Auto-Abs in the CSF of patients with WNV neuroinvasive disease. (A–F) Luciferase-based neutralization assay to detect auto-Abs neutralizing IFN-α2 (A and B for the neutralization of 10 ng/ml and 100 pg/ml, respectively), IFN-β (C and D for the neutralization of 10 ng/ml and 100 pg/ml, respectively), and IFN-ω (E and F for the neutralization of 10 ng/ml and 100 pg/ml, respectively) in the CSF of patients with WNV neuroinvasive disease (y axis). The neutralizing activity of the patient’s serum or plasma is reported on the x axis. CSF samples were diluted 1:10. HEK293T cells were transfected with (1) a plasmid containing the firefly luciferase gene under the control of an ISRE-containing promotor and (2) a plasmid containing the Renilla luciferase gene.

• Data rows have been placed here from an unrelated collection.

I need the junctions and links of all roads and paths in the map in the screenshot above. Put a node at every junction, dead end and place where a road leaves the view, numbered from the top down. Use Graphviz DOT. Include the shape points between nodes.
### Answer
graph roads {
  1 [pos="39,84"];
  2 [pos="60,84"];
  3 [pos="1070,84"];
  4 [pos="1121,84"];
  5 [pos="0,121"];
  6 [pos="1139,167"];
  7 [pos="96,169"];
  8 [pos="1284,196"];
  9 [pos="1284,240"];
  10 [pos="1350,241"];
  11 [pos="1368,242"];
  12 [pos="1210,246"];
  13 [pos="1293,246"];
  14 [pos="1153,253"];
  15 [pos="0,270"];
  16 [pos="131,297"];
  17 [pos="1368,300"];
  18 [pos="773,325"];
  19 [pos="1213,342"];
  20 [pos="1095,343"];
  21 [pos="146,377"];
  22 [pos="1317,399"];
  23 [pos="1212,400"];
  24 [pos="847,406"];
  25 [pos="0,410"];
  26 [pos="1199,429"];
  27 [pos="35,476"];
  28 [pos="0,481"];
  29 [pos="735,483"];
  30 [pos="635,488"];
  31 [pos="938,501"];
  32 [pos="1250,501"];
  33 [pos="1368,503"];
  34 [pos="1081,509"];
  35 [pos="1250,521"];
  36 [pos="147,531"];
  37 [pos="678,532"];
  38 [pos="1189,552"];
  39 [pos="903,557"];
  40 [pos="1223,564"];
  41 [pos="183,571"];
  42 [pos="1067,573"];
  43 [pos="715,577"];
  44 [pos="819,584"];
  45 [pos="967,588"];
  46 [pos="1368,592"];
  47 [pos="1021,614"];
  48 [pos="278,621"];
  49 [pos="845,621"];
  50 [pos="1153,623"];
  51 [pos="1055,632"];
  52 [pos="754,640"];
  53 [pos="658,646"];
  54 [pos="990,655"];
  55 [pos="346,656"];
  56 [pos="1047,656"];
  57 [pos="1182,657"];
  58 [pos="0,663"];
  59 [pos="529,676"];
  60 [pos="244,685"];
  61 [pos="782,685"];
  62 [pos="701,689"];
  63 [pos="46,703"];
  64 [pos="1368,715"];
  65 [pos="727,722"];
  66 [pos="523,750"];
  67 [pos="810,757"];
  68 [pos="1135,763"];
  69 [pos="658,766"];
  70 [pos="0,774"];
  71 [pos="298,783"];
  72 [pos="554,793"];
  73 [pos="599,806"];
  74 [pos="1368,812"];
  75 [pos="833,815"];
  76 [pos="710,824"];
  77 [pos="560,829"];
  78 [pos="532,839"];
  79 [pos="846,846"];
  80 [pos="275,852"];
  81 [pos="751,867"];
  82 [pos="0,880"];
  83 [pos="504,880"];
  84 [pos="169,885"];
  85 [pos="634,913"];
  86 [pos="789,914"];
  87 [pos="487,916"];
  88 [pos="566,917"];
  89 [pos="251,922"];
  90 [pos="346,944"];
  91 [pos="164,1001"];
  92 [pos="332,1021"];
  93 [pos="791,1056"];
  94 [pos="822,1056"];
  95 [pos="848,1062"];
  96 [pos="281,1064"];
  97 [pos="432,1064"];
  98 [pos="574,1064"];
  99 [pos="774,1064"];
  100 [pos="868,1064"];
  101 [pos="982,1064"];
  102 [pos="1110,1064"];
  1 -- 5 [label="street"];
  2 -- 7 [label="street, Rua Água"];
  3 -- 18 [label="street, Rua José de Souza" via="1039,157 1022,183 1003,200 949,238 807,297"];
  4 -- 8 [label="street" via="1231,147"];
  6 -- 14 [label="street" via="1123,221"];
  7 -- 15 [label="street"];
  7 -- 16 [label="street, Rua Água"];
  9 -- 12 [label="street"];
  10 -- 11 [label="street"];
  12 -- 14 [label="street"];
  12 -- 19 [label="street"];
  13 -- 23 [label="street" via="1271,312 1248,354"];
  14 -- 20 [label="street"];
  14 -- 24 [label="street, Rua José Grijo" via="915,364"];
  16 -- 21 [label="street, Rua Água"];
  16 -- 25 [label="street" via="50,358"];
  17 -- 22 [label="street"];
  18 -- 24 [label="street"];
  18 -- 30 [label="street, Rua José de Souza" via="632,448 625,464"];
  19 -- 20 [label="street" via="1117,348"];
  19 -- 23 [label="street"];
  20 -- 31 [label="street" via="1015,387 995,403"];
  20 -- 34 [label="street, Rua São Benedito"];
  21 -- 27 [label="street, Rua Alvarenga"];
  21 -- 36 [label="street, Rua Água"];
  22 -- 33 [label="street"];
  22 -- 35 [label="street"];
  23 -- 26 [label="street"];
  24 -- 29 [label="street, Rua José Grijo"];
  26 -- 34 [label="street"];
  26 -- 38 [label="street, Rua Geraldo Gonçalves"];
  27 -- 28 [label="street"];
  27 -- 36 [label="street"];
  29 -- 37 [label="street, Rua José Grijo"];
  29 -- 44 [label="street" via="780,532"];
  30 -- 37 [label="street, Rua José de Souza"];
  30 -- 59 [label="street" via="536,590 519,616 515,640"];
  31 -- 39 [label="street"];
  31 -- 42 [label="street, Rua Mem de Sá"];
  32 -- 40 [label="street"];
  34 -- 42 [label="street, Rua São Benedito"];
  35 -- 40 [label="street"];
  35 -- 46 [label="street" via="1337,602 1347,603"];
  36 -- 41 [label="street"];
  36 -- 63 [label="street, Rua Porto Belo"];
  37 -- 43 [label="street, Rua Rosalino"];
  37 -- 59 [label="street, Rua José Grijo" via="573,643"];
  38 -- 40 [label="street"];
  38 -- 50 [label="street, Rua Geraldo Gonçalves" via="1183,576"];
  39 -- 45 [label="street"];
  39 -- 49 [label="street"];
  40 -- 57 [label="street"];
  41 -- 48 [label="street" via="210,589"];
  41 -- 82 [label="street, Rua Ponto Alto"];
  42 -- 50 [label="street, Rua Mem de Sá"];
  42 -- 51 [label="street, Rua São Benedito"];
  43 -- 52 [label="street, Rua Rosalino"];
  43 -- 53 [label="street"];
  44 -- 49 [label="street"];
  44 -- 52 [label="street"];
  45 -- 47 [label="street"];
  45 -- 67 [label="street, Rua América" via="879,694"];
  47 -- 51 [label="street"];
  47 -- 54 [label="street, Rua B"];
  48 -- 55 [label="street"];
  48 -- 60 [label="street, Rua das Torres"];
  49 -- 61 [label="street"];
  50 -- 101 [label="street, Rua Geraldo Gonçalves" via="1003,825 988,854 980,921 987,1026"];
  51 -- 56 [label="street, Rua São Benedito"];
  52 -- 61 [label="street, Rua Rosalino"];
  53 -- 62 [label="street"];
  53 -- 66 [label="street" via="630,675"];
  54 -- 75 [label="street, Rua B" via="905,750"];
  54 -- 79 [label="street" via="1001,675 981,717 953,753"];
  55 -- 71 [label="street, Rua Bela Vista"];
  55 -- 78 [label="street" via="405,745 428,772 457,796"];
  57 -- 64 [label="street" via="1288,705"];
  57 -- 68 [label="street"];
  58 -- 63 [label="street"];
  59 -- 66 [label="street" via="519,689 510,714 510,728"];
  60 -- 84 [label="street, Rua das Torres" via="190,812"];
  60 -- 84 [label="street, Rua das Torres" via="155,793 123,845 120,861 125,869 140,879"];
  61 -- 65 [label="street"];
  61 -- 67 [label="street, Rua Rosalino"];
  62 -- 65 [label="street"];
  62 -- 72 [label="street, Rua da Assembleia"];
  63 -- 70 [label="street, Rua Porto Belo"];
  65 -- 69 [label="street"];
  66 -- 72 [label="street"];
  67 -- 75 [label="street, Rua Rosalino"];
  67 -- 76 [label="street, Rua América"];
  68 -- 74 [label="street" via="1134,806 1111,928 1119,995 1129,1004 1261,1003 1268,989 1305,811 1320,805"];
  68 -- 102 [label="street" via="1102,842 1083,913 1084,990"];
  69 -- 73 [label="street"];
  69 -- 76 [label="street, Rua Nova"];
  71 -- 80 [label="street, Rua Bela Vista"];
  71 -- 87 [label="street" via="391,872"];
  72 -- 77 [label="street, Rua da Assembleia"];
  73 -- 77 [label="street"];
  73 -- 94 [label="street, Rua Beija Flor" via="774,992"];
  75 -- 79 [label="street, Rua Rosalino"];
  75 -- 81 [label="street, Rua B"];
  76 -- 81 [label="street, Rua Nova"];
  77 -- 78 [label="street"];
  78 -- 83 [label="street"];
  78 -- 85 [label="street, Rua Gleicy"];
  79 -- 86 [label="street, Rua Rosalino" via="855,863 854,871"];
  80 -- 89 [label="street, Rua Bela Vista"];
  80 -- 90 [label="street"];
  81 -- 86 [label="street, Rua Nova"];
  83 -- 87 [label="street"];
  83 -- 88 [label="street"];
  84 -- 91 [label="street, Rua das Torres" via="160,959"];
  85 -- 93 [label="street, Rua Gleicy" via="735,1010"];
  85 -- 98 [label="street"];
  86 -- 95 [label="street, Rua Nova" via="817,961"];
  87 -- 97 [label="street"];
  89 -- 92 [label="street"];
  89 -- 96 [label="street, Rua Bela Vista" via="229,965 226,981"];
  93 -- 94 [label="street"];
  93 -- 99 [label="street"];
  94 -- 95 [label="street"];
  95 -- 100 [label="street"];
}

The cells were then treated with type I IFNs, and relative luciferase activity (RLA) was calculated by normalizing firefly luciferase activity against Renilla luciferase activity. An RLA <15% of the value for the mock treatment was considered to correspond to the neutralizing activity of the CSF (dotted line). Each sample was tested once.
Figure 7.
Figure 7.
WNV infection and IFN treatment in Vero-E6 cells. (A) WNV infection rate, as assessed based on the virus-induced CPE 48 h after infection, in Vero cells treated with various concentrations of IFN-α2 in the presence of plasma from patients with WNVD and neutralizing auto-Abs against IFN-α2 (n = 14), or plasma from patients with WNVD without auto-Abs neutralizing type I IFNs (n = 5). All the experiments involving the infection of Vero cells with WNV and all the WNV titration experiments were performed in triplicate. (B) Enhanced WNV replication, despite the presence of IFN-α2, in the presence of plasma from patients with auto-Abs against IFN-α2. WNV replication, assessed 48 h after infection, in Vero cells treated with IFN-α2 in the presence of plasma from patients with WNVD and neutralizing auto-Abs against IFN-α2 (n = 5) or plasma from patients with WNVD without auto-Abs neutralizing type I IFNs (n = 2) at different dilutions, or a commercial anti-IFN-α2 monoclonal antibody. All the experiments involving the infection of Vero cells with WNV and WNV titration experiments were performed in triplicate.